(Source data)
---*---

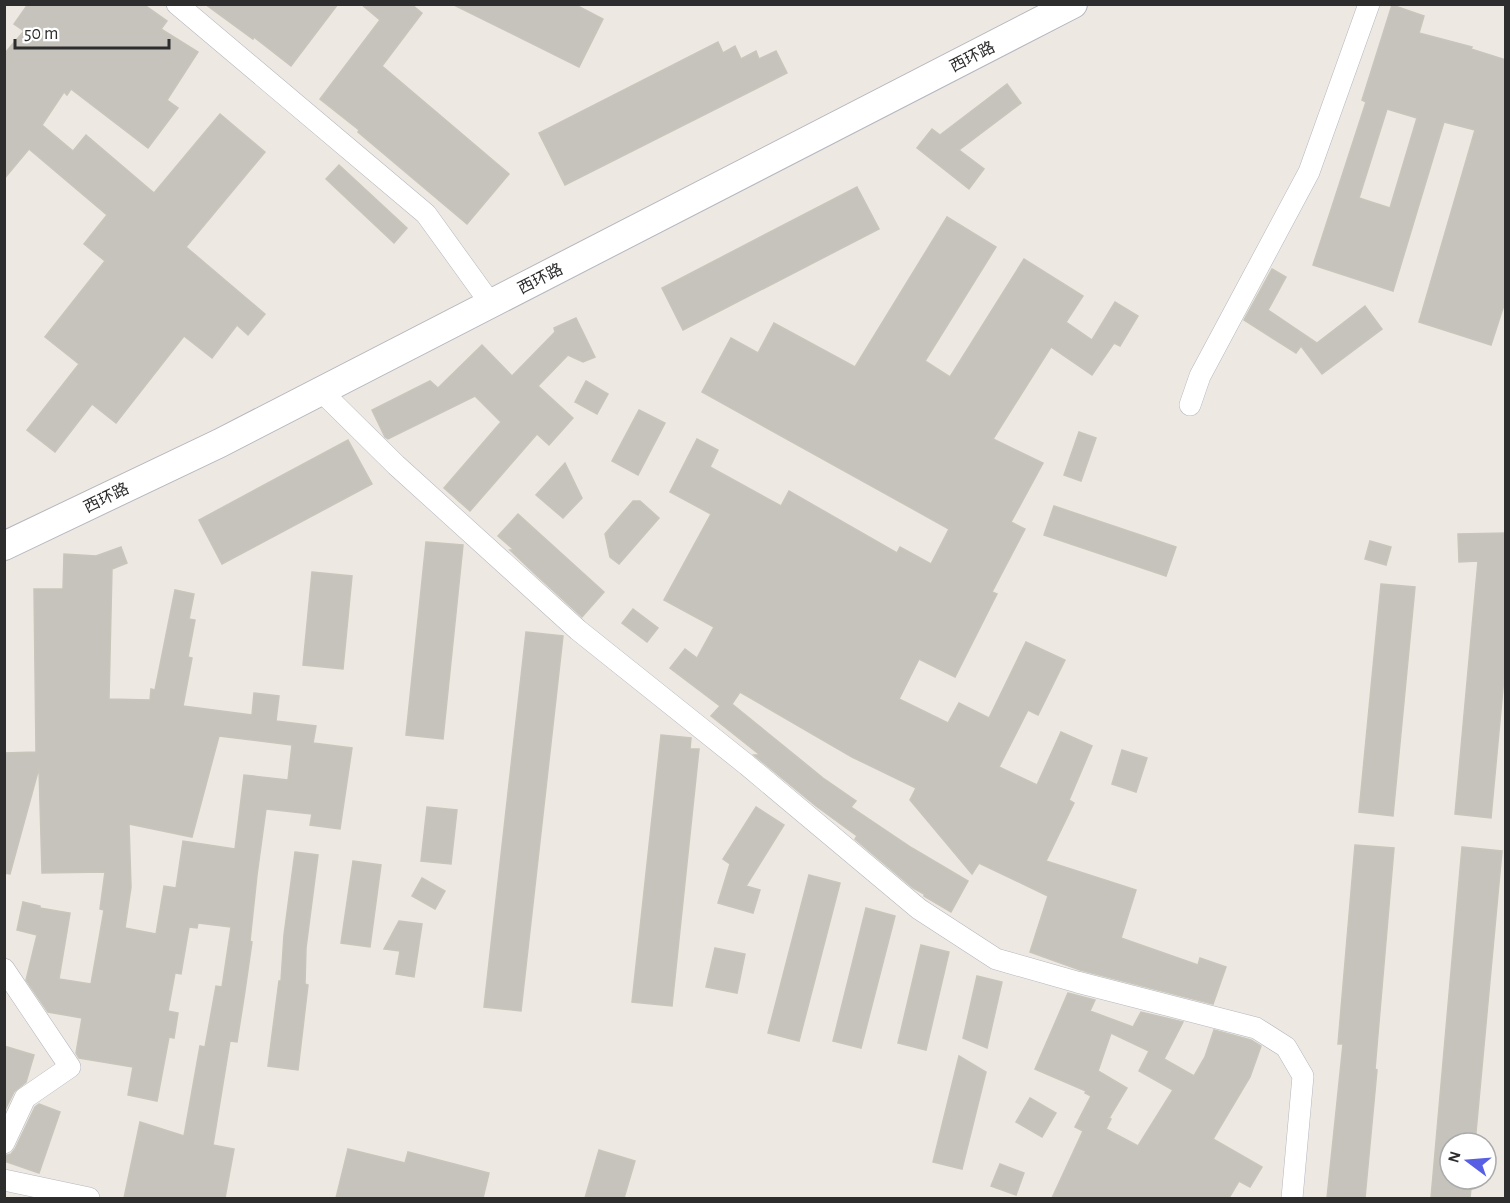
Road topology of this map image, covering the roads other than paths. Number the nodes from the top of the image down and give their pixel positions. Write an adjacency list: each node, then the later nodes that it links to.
1 (177, 4): 4 (street)
2 (1073, 4): 4 (street, 西环路)
3 (1369, 4): 6 (street)
4 (490, 304): 5 (street, 西环路)
5 (321, 391): 7 (street, 西环路); 12 (street)
6 (1190, 405)
7 (4, 546)
8 (4, 969): 9 (street)
9 (4, 1143)
10 (4, 1180): 11 (street)
11 (89, 1198)
12 (1292, 1198)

---*---

Each entry is to be transcribed verbatim, and any picture in it is to be skipped.

Written solution>
Road topology of this map image, covering the roads other than paths. Number the nodes from the top of the image down and give their pixel positions. Write an adjacency list: each node, then the later nodes that it links to.
1 (177, 4): 4 (street)
2 (1073, 4): 4 (street, 西环路)
3 (1369, 4): 6 (street)
4 (490, 304): 5 (street, 西环路)
5 (321, 391): 7 (street, 西环路); 12 (street)
6 (1190, 405)
7 (4, 546)
8 (4, 969): 9 (street)
9 (4, 1143)
10 (4, 1180): 11 (street)
11 (89, 1198)
12 (1292, 1198)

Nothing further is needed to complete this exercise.